## [TASK STATEMENT]
Where "text" appears in a line of the entries below, that line should be copied.

═══ GIVEN RECORDS ═══

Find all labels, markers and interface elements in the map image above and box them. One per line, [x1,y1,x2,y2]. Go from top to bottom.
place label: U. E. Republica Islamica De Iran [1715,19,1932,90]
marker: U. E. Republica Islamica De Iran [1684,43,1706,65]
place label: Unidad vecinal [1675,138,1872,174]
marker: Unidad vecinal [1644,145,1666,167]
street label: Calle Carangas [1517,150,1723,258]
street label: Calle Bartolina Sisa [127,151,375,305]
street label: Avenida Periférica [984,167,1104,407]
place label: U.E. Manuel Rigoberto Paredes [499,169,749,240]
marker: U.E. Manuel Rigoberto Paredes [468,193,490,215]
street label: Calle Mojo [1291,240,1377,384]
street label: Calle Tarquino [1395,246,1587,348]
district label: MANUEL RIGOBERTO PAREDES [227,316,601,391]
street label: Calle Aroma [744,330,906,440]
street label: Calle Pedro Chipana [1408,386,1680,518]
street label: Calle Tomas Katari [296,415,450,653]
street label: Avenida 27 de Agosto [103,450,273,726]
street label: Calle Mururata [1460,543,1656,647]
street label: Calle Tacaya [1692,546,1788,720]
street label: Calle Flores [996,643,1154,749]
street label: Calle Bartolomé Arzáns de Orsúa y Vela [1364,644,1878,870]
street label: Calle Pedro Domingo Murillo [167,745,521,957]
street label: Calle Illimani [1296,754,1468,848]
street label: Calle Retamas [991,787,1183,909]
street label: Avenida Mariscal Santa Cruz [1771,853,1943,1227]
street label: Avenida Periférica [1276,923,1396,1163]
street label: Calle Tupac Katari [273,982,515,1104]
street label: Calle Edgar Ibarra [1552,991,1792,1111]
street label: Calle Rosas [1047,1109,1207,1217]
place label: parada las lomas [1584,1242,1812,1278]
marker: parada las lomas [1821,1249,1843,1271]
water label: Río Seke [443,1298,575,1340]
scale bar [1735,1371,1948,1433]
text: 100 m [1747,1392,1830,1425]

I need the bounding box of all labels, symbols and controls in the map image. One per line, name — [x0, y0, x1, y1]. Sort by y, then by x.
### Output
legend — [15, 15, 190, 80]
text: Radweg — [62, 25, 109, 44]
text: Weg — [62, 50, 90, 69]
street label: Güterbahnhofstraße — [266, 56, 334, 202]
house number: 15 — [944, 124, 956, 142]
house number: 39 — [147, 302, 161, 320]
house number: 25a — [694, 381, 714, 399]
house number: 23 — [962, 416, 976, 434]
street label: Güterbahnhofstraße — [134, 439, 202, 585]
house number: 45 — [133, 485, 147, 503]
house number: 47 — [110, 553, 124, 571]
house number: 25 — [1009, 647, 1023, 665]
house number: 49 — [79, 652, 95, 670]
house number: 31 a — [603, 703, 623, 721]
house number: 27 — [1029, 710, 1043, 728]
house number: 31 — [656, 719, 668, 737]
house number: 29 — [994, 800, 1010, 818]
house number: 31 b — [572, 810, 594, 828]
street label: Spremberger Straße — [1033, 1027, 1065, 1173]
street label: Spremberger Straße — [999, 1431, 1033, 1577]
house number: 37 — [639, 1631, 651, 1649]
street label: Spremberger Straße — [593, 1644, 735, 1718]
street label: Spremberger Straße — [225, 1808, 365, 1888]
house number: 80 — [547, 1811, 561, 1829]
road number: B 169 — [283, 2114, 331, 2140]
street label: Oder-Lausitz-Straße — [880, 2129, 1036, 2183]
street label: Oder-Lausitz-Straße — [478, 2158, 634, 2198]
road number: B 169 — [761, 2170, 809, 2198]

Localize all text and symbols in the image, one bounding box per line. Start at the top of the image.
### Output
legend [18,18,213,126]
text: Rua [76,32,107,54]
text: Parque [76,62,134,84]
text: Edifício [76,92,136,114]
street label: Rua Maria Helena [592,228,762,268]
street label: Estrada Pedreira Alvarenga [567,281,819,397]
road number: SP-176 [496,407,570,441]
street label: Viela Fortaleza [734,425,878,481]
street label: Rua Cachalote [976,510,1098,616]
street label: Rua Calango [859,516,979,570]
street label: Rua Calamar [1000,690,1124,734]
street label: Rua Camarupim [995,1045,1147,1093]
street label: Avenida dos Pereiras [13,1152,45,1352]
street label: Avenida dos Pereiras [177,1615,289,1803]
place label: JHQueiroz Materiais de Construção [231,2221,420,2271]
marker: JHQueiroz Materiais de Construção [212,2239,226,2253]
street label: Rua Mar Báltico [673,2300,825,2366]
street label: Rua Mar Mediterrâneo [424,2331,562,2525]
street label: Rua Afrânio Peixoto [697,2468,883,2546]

═══

## [ANSWER SPACE]
text: 100 m [1747,1392,1830,1425]
text: Radweg — [62, 25, 109, 44]
text: Weg — [62, 50, 90, 69]
Localize all text and symbols in the image, one bounding box per line. Start at the top of the image.
text: Rua [76,32,107,54]
text: Parque [76,62,134,84]
text: Edifício [76,92,136,114]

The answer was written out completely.